Interpretive Marker 4 – Sally Port
Turn right at the Barrack and continue along the sidewalk in front of the Barrack until reaching the Sally Port. It is indicated by the break in the sidewalk and the curved curb stones. Marker 4 is located within the Sally Port itself. Fort Taylor’s Sally Port is located in what was the middle of the gorge or landward side of the Fort. It was the single point of entry for personnel, food, artillery, and ammunition into the Fort. Access to the Fort was originally across a wooden causeway that ran for some 1100 feet (335.2 m) from the island of Key West out to the cover face and then by drawbridge into the Sally Port.

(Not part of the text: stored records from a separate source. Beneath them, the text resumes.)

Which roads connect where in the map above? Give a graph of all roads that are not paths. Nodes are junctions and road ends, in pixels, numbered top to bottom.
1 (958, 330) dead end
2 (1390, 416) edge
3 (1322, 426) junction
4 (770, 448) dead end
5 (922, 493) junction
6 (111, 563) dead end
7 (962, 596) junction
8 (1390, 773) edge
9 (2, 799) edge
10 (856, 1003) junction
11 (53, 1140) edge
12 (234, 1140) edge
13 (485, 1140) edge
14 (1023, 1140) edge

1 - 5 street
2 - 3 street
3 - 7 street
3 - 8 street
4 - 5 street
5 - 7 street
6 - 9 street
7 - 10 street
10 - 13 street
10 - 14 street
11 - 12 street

The key event in the history of Fort Taylor occurred early on the morning of January 14, 1861 when Union Army Captain John Brannan of the First Artillery Regiment moved his troops from the Key West Barracks located just off White and Southard Streets to the Fort without incident. Florida had just seceded from Union and Captain Brannan took the initiative to occupy the Fort to prevent its capture by Confederate sympathizers in Key West. Captain Brannan’s troops crossed the causeway and raised the drawbridge. When the citizens of the island woke up that morning, they saw the U. S. flag flying proudly over Fort Taylor, sentries posted atop the Fort. For the duration of the Civil War, the Fort’s fate was never in question. The Union Army remained firmly in control of the Fort, the island of Key West, and the adjacent natural hard bottom harbor.

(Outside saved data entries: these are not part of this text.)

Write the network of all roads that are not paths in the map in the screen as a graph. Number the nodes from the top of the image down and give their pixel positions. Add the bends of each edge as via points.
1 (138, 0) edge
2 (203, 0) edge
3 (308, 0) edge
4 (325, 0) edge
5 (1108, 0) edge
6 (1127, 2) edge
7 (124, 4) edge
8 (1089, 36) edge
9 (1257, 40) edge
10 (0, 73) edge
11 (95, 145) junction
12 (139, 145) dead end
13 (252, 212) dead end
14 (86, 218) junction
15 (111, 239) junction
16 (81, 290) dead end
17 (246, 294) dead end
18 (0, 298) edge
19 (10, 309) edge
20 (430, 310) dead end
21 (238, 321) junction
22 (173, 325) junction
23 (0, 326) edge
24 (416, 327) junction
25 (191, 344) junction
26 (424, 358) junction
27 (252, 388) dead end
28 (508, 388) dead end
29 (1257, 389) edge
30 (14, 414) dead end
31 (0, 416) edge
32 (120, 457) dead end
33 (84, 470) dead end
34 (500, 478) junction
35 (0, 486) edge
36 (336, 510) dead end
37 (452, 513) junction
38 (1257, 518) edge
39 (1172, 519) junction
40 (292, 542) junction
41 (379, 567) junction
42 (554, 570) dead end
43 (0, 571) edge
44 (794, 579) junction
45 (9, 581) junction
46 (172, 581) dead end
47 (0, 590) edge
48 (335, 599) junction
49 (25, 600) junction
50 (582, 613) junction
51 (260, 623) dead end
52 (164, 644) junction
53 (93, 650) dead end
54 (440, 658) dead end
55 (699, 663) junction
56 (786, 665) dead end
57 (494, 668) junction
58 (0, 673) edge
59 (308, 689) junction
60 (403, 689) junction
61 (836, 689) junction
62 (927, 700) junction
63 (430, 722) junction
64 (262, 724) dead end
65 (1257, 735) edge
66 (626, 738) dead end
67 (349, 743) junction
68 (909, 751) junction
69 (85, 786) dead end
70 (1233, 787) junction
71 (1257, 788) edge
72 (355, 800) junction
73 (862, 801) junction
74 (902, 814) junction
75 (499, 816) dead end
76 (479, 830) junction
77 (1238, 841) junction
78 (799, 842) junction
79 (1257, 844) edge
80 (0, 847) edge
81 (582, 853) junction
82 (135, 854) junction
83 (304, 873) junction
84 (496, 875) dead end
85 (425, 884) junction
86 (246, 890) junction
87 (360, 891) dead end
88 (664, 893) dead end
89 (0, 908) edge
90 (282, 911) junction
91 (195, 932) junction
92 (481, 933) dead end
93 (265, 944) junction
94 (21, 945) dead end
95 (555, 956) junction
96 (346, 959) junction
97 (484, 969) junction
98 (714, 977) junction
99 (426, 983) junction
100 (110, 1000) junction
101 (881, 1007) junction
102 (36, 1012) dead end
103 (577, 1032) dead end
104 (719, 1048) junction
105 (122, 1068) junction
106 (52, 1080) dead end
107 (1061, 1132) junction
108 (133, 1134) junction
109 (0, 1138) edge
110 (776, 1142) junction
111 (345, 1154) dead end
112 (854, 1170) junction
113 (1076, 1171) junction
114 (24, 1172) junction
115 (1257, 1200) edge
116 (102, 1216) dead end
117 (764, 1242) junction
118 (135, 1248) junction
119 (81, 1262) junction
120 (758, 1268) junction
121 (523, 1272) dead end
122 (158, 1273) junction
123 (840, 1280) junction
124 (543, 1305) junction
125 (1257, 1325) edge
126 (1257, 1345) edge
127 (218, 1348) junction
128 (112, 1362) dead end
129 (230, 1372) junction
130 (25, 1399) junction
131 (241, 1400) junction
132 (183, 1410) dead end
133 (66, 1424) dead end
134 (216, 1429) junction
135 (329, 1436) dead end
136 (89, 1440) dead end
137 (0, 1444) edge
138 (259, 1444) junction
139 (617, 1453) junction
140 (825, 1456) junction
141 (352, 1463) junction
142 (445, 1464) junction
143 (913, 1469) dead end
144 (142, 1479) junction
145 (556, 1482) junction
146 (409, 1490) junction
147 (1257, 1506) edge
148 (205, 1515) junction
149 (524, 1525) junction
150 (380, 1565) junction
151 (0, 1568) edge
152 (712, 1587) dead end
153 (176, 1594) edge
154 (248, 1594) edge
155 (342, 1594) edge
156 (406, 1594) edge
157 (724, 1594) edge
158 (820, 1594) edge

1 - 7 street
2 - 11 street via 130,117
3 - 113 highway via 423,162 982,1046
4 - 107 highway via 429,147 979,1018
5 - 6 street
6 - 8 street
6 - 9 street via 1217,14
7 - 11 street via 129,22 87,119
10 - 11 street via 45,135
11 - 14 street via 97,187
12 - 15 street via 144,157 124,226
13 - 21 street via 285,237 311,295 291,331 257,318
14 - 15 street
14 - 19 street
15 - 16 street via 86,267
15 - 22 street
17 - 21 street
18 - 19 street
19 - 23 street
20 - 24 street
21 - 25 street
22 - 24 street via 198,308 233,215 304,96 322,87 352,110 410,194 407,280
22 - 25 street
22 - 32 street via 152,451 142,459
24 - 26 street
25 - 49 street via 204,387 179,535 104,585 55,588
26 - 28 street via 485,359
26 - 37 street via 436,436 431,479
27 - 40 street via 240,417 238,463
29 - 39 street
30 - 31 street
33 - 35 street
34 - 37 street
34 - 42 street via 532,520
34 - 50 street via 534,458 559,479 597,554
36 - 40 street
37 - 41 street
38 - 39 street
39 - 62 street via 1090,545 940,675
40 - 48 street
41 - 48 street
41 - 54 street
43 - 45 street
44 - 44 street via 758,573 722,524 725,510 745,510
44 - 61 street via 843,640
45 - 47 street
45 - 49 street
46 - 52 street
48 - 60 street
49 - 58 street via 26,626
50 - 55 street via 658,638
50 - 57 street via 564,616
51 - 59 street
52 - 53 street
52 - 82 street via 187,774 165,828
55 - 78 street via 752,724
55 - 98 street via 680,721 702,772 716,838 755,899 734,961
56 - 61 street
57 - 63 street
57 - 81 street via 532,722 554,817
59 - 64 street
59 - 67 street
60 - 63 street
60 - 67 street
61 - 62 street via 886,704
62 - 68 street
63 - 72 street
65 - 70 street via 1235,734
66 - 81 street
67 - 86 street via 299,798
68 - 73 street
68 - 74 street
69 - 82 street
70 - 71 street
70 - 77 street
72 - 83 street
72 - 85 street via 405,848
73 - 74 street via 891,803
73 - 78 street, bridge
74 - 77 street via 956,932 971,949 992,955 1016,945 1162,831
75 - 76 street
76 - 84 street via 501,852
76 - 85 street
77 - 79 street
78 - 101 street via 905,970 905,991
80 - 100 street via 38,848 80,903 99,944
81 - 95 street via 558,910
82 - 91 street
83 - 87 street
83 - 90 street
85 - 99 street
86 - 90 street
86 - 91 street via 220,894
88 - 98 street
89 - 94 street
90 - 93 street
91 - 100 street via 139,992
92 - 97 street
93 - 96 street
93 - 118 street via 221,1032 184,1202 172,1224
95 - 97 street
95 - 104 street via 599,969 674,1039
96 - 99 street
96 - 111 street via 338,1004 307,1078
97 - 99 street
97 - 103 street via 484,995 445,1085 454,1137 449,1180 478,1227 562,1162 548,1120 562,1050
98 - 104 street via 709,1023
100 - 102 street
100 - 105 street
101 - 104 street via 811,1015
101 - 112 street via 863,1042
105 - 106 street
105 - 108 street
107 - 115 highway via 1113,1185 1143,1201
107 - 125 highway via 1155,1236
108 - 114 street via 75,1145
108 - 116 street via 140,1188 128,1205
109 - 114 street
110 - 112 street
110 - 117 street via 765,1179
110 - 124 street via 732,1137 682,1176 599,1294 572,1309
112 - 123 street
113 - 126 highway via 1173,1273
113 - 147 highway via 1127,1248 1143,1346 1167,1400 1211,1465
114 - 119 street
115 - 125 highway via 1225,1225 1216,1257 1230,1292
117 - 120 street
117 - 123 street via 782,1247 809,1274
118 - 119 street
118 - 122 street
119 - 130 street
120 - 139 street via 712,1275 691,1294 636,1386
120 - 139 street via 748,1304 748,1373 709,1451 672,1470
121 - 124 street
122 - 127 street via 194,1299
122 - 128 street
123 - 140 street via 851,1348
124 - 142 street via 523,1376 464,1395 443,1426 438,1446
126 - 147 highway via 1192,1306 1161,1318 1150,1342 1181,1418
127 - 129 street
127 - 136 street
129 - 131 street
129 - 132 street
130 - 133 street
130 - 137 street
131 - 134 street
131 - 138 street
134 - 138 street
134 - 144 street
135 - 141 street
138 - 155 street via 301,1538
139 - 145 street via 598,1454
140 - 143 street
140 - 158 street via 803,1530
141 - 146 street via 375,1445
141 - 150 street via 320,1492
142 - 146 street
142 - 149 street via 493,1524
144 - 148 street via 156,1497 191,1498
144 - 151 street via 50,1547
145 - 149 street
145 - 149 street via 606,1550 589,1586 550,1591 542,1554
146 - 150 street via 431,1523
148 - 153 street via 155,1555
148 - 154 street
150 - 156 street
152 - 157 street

On each side of the interior of the Sally Port are two cells that were used from time to time to house unruly citizens, soldiers, and even notable Southern conspirators such as Dr. Samuel Mudd. He was implicated in the assassination of President Abraham Lincoln in April 1865 and was incarcerated for several days at Fort Taylor. Later he was transferred to the Federal Prison at Fort Jefferson where he was imprisoned for several years.